Weil es eine andere Sensibilität gibt, werden Geschichten anders erzählt, es gibt eine Drehung, eine besondere Stimmung. Eine recht explizite Sexszene zeigt das gut.

Für mich ist diese Szene gar nicht so wertend. Ich war eher schockiert, als beim Filmfestival in Locarno junge Menschen auf mich zukamen und sagten: „Gott, wie schlimm!“. Es gibt da sicher Grenzüberschreitungen, vielleicht Demütigungen, aber Heini, die männliche Figur – das ist auch kein Bösewicht.

Es zieht sich eine breite Spur des Todes durch Ihren Film. Es gibt Flugzeugabstürze und Autounfälle. Was interessiert Sie an diesen scharf beobachteten, harten Konstellationen?

Ich wollte nicht schockieren. Ich wollte, dass „Böse Zellen“ fast hyperrealistisch ist, dass man wirklich etwas spürt. Für mich sind das Normalitäten. Wenn du dir überlegst, was so passiert – das ist ja oft nicht zu glauben, weil es so heftig ist. Jeder kennt jemanden, der bei einem Autounfall gestorben ist. Ein Film macht das alles in geballter Form, und in „Böse Zellen“ wird das noch gesteigert, weil es so viele Erzählstränge gibt.

Bedient das nicht auch das Nekrophilenklischee über Österreich?

Es kommt nicht von ungefähr, dass es bei uns eine so hohe Selbstmordrate gibt. Aber ich habe in letzter Zeit erst begonnen, ein bisschen zu verstehen, was das Dunkle in den Filmen ist und warum ich diesen Hang habe, ins Dunkel zu gehen. Ich fühle mich in Wien sehr wohl, weil ich spüre, da gibt es viel Wahnsinn, Vergangenheit, auch der Tod ist näher. Im Unterschied zu Deutschland wurden in Österreich viele Sachen lange nicht aufgearbeitet. Vielleicht ist das auch der Grund, warum wir in Österreich so sehr an Realismus interessiert sind.

Selbst die Kinder sind bei Ihnen in gesellschaftliche Strukturen eingebunden. Gibt es eine Paranoia vor dem Kitsch?

Ich glaube, dass ich sie als Figuren ernst nehme. Vielleicht gibt es auch die Angst vor der Betulichkeit und der falschen Sanftheit vor Kindern.

Sie haben eine starke Tendenz zur sozialen Empirie, aber es gibt auch eine religiöse oder spirituelle Dimension.

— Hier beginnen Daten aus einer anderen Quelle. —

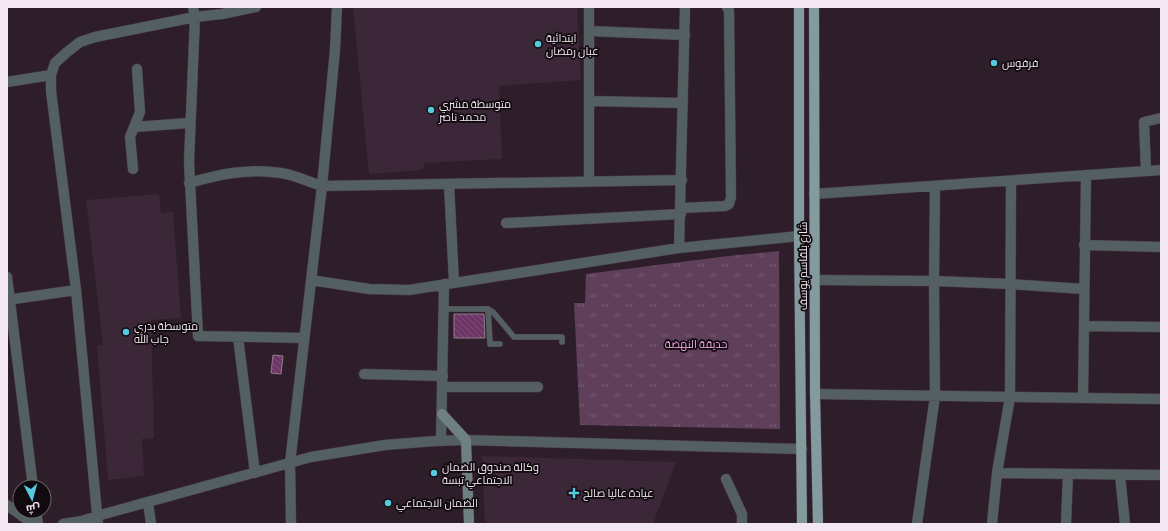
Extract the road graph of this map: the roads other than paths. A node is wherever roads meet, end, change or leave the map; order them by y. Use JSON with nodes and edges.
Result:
{"nodes":[{"id":1,"x":256,"y":7,"type":"edge"},
{"id":2,"x":337,"y":7,"type":"edge"},
{"id":3,"x":589,"y":7,"type":"edge"},
{"id":4,"x":685,"y":7,"type":"edge"},
{"id":5,"x":727,"y":7,"type":"edge"},
{"id":6,"x":799,"y":7,"type":"edge"},
{"id":7,"x":814,"y":7,"type":"edge"},
{"id":8,"x":194,"y":12,"type":"edge"},
{"id":9,"x":589,"y":31,"type":"junction"},
{"id":10,"x":684,"y":35,"type":"junction"},
{"id":11,"x":137,"y":68,"type":"dead end"},
{"id":12,"x":51,"y":75,"type":"junction"},
{"id":13,"x":7,"y":82,"type":"edge"},
{"id":14,"x":589,"y":101,"type":"junction"},
{"id":15,"x":683,"y":103,"type":"junction"},
{"id":16,"x":1161,"y":118,"type":"edge"},
{"id":17,"x":189,"y":123,"type":"junction"},
{"id":18,"x":134,"y":127,"type":"junction"},
{"id":19,"x":133,"y":169,"type":"dead end"},
{"id":20,"x":1161,"y":170,"type":"edge"},
{"id":21,"x":1146,"y":171,"type":"junction"},
{"id":22,"x":1086,"y":175,"type":"junction"},
{"id":23,"x":682,"y":180,"type":"junction"},
{"id":24,"x":589,"y":181,"type":"junction"},
{"id":25,"x":1011,"y":181,"type":"junction"},
{"id":26,"x":190,"y":183,"type":"junction"},
{"id":27,"x":449,"y":184,"type":"junction"},
{"id":28,"x":322,"y":186,"type":"junction"},
{"id":29,"x":935,"y":186,"type":"junction"},
{"id":30,"x":814,"y":194,"type":"junction"},
{"id":31,"x":681,"y":211,"type":"junction"},
{"id":32,"x":506,"y":223,"type":"dead end"},
{"id":33,"x":799,"y":236,"type":"junction"},
{"id":34,"x":1084,"y":245,"type":"junction"},
{"id":35,"x":679,"y":248,"type":"junction"},
{"id":36,"x":1161,"y":248,"type":"edge"},
{"id":37,"x":7,"y":277,"type":"edge"},
{"id":38,"x":311,"y":280,"type":"junction"},
{"id":39,"x":815,"y":280,"type":"junction"},
{"id":40,"x":934,"y":281,"type":"junction"},
{"id":41,"x":449,"y":283,"type":"junction"},
{"id":42,"x":1010,"y":284,"type":"junction"},
{"id":43,"x":76,"y":290,"type":"junction"},
{"id":44,"x":1084,"y":290,"type":"junction"},
{"id":45,"x":8,"y":299,"type":"edge"},
{"id":46,"x":444,"y":309,"type":"junction"},
{"id":47,"x":488,"y":309,"type":"junction"},
{"id":48,"x":1084,"y":326,"type":"junction"},
{"id":49,"x":1161,"y":326,"type":"edge"},
{"id":50,"x":238,"y":337,"type":"junction"},
{"id":51,"x":304,"y":338,"type":"junction"},
{"id":52,"x":562,"y":342,"type":"dead end"},
{"id":53,"x":500,"y":344,"type":"dead end"},
{"id":54,"x":364,"y":374,"type":"dead end"},
{"id":55,"x":443,"y":376,"type":"junction"},
{"id":56,"x":443,"y":387,"type":"junction"},
{"id":57,"x":538,"y":387,"type":"dead end"},
{"id":58,"x":815,"y":394,"type":"junction"},
{"id":59,"x":935,"y":396,"type":"junction"},
{"id":60,"x":1010,"y":397,"type":"junction"},
{"id":61,"x":1083,"y":398,"type":"junction"},
{"id":62,"x":1161,"y":399,"type":"edge"},
{"id":63,"x":442,"y":414,"type":"junction"},
{"id":64,"x":466,"y":440,"type":"junction"},
{"id":65,"x":441,"y":441,"type":"junction"},
{"id":66,"x":802,"y":449,"type":"junction"},
{"id":67,"x":290,"y":463,"type":"junction"},
{"id":68,"x":255,"y":473,"type":"junction"},
{"id":69,"x":997,"y":473,"type":"junction"},
{"id":70,"x":1068,"y":474,"type":"junction"},
{"id":71,"x":1120,"y":475,"type":"junction"},
{"id":72,"x":1161,"y":475,"type":"edge"},
{"id":73,"x":32,"y":479,"type":"edge"},
{"id":74,"x":726,"y":479,"type":"dead end"},
{"id":75,"x":148,"y":502,"type":"junction"},
{"id":76,"x":7,"y":504,"type":"edge"},
{"id":77,"x":98,"y":520,"type":"edge"},
{"id":78,"x":33,"y":524,"type":"edge"},
{"id":79,"x":63,"y":524,"type":"edge"},
{"id":80,"x":151,"y":524,"type":"edge"},
{"id":81,"x":291,"y":524,"type":"edge"},
{"id":82,"x":470,"y":524,"type":"edge"},
{"id":83,"x":742,"y":524,"type":"edge"},
{"id":84,"x":802,"y":524,"type":"edge"},
{"id":85,"x":818,"y":524,"type":"edge"},
{"id":86,"x":917,"y":524,"type":"edge"},
{"id":87,"x":992,"y":524,"type":"edge"},
{"id":88,"x":1066,"y":524,"type":"edge"},
{"id":89,"x":1125,"y":524,"type":"edge"}],
"edges":[{"from":1,"to":8,"type":"street"},
{"from":2,"to":28,"type":"street"},
{"from":3,"to":9,"type":"street"},
{"from":4,"to":10,"type":"street"},
{"from":5,"to":31,"type":"street"},
{"from":6,"to":33,"type":"main road","name":"شارع بلقاسم يوسف"},
{"from":7,"to":30,"type":"main road","name":"شارع بلقاسم يوسف"},
{"from":8,"to":12,"type":"street"},
{"from":8,"to":17,"type":"street"},
{"from":9,"to":10,"type":"street"},
{"from":9,"to":14,"type":"street"},
{"from":10,"to":15,"type":"street"},
{"from":11,"to":18,"type":"street"},
{"from":12,"to":13,"type":"street"},
{"from":12,"to":43,"type":"street"},
{"from":14,"to":15,"type":"street"},
{"from":14,"to":24,"type":"street"},
{"from":15,"to":23,"type":"street"},
{"from":16,"to":21,"type":"street"},
{"from":17,"to":18,"type":"street"},
{"from":17,"to":26,"type":"street"},
{"from":18,"to":19,"type":"street"},
{"from":20,"to":21,"type":"street"},
{"from":21,"to":22,"type":"street"},
{"from":22,"to":25,"type":"street"},
{"from":22,"to":34,"type":"street"},
{"from":23,"to":24,"type":"street"},
{"from":23,"to":31,"type":"street"},
{"from":24,"to":27,"type":"street"},
{"from":25,"to":29,"type":"street"},
{"from":25,"to":42,"type":"street"},
{"from":26,"to":28,"type":"street"},
{"from":26,"to":50,"type":"street"},
{"from":27,"to":28,"type":"street"},
{"from":27,"to":41,"type":"street"},
{"from":28,"to":38,"type":"street"},
{"from":29,"to":30,"type":"street"},
{"from":29,"to":40,"type":"street"},
{"from":30,"to":39,"type":"main road","name":"شارع بلقاسم يوسف"},
{"from":31,"to":32,"type":"street"},
{"from":31,"to":35,"type":"street"},
{"from":33,"to":35,"type":"street"},
{"from":33,"to":66,"type":"main road","name":"شارع بلقاسم يوسف"},
{"from":34,"to":36,"type":"street"},
{"from":34,"to":44,"type":"street"},
{"from":35,"to":41,"type":"street"},
{"from":37,"to":45,"type":"street"},
{"from":38,"to":41,"type":"street"},
{"from":38,"to":51,"type":"street"},
{"from":39,"to":40,"type":"street"},
{"from":39,"to":58,"type":"main road","name":"شارع بلقاسم يوسف"},
{"from":40,"to":42,"type":"street"},
{"from":40,"to":59,"type":"street"},
{"from":41,"to":46,"type":"street"},
{"from":42,"to":44,"type":"street"},
{"from":42,"to":60,"type":"street"},
{"from":43,"to":45,"type":"street"},
{"from":43,"to":77,"type":"street"},
{"from":44,"to":48,"type":"street"},
{"from":45,"to":73,"type":"street"},
{"from":46,"to":47,"type":"lane"},
{"from":46,"to":55,"type":"street"},
{"from":47,"to":52,"type":"lane"},
{"from":47,"to":53,"type":"lane"},
{"from":48,"to":49,"type":"street"},
{"from":48,"to":61,"type":"street"},
{"from":50,"to":51,"type":"street"},
{"from":50,"to":68,"type":"street"},
{"from":51,"to":67,"type":"street"},
{"from":54,"to":55,"type":"street"},
{"from":55,"to":56,"type":"street"},
{"from":56,"to":57,"type":"street"},
{"from":56,"to":63,"type":"street"},
{"from":58,"to":59,"type":"street"},
{"from":58,"to":85,"type":"main road","name":"شارع بلقاسم يوسف"},
{"from":59,"to":60,"type":"street"},
{"from":59,"to":86,"type":"street"},
{"from":60,"to":61,"type":"street"},
{"from":60,"to":69,"type":"street"},
{"from":61,"to":62,"type":"street"},
{"from":63,"to":64,"type":"street"},
{"from":63,"to":65,"type":"street"},
{"from":64,"to":65,"type":"street"},
{"from":64,"to":66,"type":"street"},
{"from":64,"to":82,"type":"street"},
{"from":65,"to":67,"type":"street"},
{"from":66,"to":84,"type":"main road","name":"شارع بلقاسم يوسف"},
{"from":67,"to":68,"type":"street"},
{"from":67,"to":81,"type":"street"},
{"from":68,"to":75,"type":"street"},
{"from":69,"to":70,"type":"street"},
{"from":69,"to":87,"type":"street"},
{"from":70,"to":71,"type":"street"},
{"from":70,"to":88,"type":"street"},
{"from":71,"to":72,"type":"street"},
{"from":71,"to":89,"type":"street"},
{"from":74,"to":83,"type":"street"},
{"from":75,"to":77,"type":"street"},
{"from":75,"to":80,"type":"street"},
{"from":76,"to":78,"type":"street"},
{"from":77,"to":79,"type":"street"}]}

Diese ganze Geistebene hat für mich eine sehr lustvolle Seite, die mit der Faszination des Unbekannten zu tun hat, das einen ängstigt und überrumpelt. Was eine größere Lust bereitet, als in die Gesellschaft eingespannt zu sein.

Es bieten sich dadurch auch leichte Horrorfilmelemente an.

Ich mag Geisterfilme extrem gern. Ich wollte ganz hyperrealistisch arbeiten und dann noch fragen: Was ist eigentlich die Realität, und was empfinden wir als Realität? Diese Ängste, die ich zeige, existieren ja.

Viele Beziehungen sind gewalttätig, aussichtslos oder gehemmt. Und dann gibt es diese Augenblicke des kleinen Ausrastens und der emotionalen Ausflüchte – Spaß haben und Tanzen – gerade in der Schlussszene.

Das sind Fühler, die aus der Geschichte führen. Das Tanzen ist die Sehnsucht danach, sich lebendig zu fühlen. In der letzten Szene ist es anders. Das kleine Mädchen und die Borderlinerin, das sind Außenseiterfiguren, die eine Nische gefunden haben. Da wird eine Freiheit spürbar. Das ist für mich das Schöne an diesem Ende. Ich sage einfach nur: Das ist das Leben. Es ist, wie es ist. Es regnet. Da ist ein Mädchen im Regen, und das ist die Welt, und wir leben, und wir sterben, und da gibt es nichts weiter, und wir haben keine Antwort. Ich finde das sehr versöhnlich, aber auch brutal.